== The task ==
An exact copy of all the data is the expected answer.

== Excerpted records ==
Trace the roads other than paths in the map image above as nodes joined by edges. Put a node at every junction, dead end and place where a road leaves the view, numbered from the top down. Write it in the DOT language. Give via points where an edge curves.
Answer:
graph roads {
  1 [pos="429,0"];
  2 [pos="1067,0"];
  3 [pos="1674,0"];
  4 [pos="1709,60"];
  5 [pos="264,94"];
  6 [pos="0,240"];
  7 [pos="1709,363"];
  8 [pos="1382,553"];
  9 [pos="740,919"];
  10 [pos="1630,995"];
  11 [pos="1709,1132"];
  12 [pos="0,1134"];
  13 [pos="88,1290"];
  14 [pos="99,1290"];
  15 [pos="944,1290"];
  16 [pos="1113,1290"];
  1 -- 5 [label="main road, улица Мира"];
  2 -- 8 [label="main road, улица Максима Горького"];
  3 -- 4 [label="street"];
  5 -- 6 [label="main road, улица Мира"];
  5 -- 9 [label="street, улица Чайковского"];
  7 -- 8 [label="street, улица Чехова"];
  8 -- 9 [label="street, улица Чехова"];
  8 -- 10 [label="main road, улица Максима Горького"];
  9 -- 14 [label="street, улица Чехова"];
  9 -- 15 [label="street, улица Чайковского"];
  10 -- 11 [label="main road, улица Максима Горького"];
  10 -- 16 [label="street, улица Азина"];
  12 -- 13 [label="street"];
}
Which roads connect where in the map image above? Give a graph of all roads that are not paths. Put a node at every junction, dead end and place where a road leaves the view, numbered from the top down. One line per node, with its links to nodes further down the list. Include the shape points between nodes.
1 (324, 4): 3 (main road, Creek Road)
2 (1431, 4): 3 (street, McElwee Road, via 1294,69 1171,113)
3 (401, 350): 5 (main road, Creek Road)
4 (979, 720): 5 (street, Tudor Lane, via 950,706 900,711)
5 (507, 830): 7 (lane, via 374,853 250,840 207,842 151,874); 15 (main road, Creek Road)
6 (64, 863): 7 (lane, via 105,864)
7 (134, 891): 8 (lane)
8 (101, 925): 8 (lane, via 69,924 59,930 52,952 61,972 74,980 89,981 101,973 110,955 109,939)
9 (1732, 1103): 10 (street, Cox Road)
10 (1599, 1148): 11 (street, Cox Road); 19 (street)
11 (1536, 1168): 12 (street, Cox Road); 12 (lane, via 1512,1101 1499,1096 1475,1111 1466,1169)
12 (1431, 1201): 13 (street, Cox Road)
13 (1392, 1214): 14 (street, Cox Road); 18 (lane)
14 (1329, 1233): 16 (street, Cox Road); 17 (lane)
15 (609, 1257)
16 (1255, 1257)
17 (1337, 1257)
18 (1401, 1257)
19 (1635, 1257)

== Exercise solution ==
Trace the roads other than paths in the map image above as nodes joined by edges. Put a node at every junction, dead end and place where a road leaves the view, numbered from the top down. Write it in the DOT language. Give via points where an edge curves.
Answer:
graph roads {
  1 [pos="429,0"];
  2 [pos="1067,0"];
  3 [pos="1674,0"];
  4 [pos="1709,60"];
  5 [pos="264,94"];
  6 [pos="0,240"];
  7 [pos="1709,363"];
  8 [pos="1382,553"];
  9 [pos="740,919"];
  10 [pos="1630,995"];
  11 [pos="1709,1132"];
  12 [pos="0,1134"];
  13 [pos="88,1290"];
  14 [pos="99,1290"];
  15 [pos="944,1290"];
  16 [pos="1113,1290"];
  1 -- 5 [label="main road, улица Мира"];
  2 -- 8 [label="main road, улица Максима Горького"];
  3 -- 4 [label="street"];
  5 -- 6 [label="main road, улица Мира"];
  5 -- 9 [label="street, улица Чайковского"];
  7 -- 8 [label="street, улица Чехова"];
  8 -- 9 [label="street, улица Чехова"];
  8 -- 10 [label="main road, улица Максима Горького"];
  9 -- 14 [label="street, улица Чехова"];
  9 -- 15 [label="street, улица Чайковского"];
  10 -- 11 [label="main road, улица Максима Горького"];
  10 -- 16 [label="street, улица Азина"];
  12 -- 13 [label="street"];
}
Which roads connect where in the map image above? Give a graph of all roads that are not paths. Put a node at every junction, dead end and place where a road leaves the view, numbered from the top down. One line per node, with its links to nodes further down the list. Include the shape points between nodes.
1 (324, 4): 3 (main road, Creek Road)
2 (1431, 4): 3 (street, McElwee Road, via 1294,69 1171,113)
3 (401, 350): 5 (main road, Creek Road)
4 (979, 720): 5 (street, Tudor Lane, via 950,706 900,711)
5 (507, 830): 7 (lane, via 374,853 250,840 207,842 151,874); 15 (main road, Creek Road)
6 (64, 863): 7 (lane, via 105,864)
7 (134, 891): 8 (lane)
8 (101, 925): 8 (lane, via 69,924 59,930 52,952 61,972 74,980 89,981 101,973 110,955 109,939)
9 (1732, 1103): 10 (street, Cox Road)
10 (1599, 1148): 11 (street, Cox Road); 19 (street)
11 (1536, 1168): 12 (street, Cox Road); 12 (lane, via 1512,1101 1499,1096 1475,1111 1466,1169)
12 (1431, 1201): 13 (street, Cox Road)
13 (1392, 1214): 14 (street, Cox Road); 18 (lane)
14 (1329, 1233): 16 (street, Cox Road); 17 (lane)
15 (609, 1257)
16 (1255, 1257)
17 (1337, 1257)
18 (1401, 1257)
19 (1635, 1257)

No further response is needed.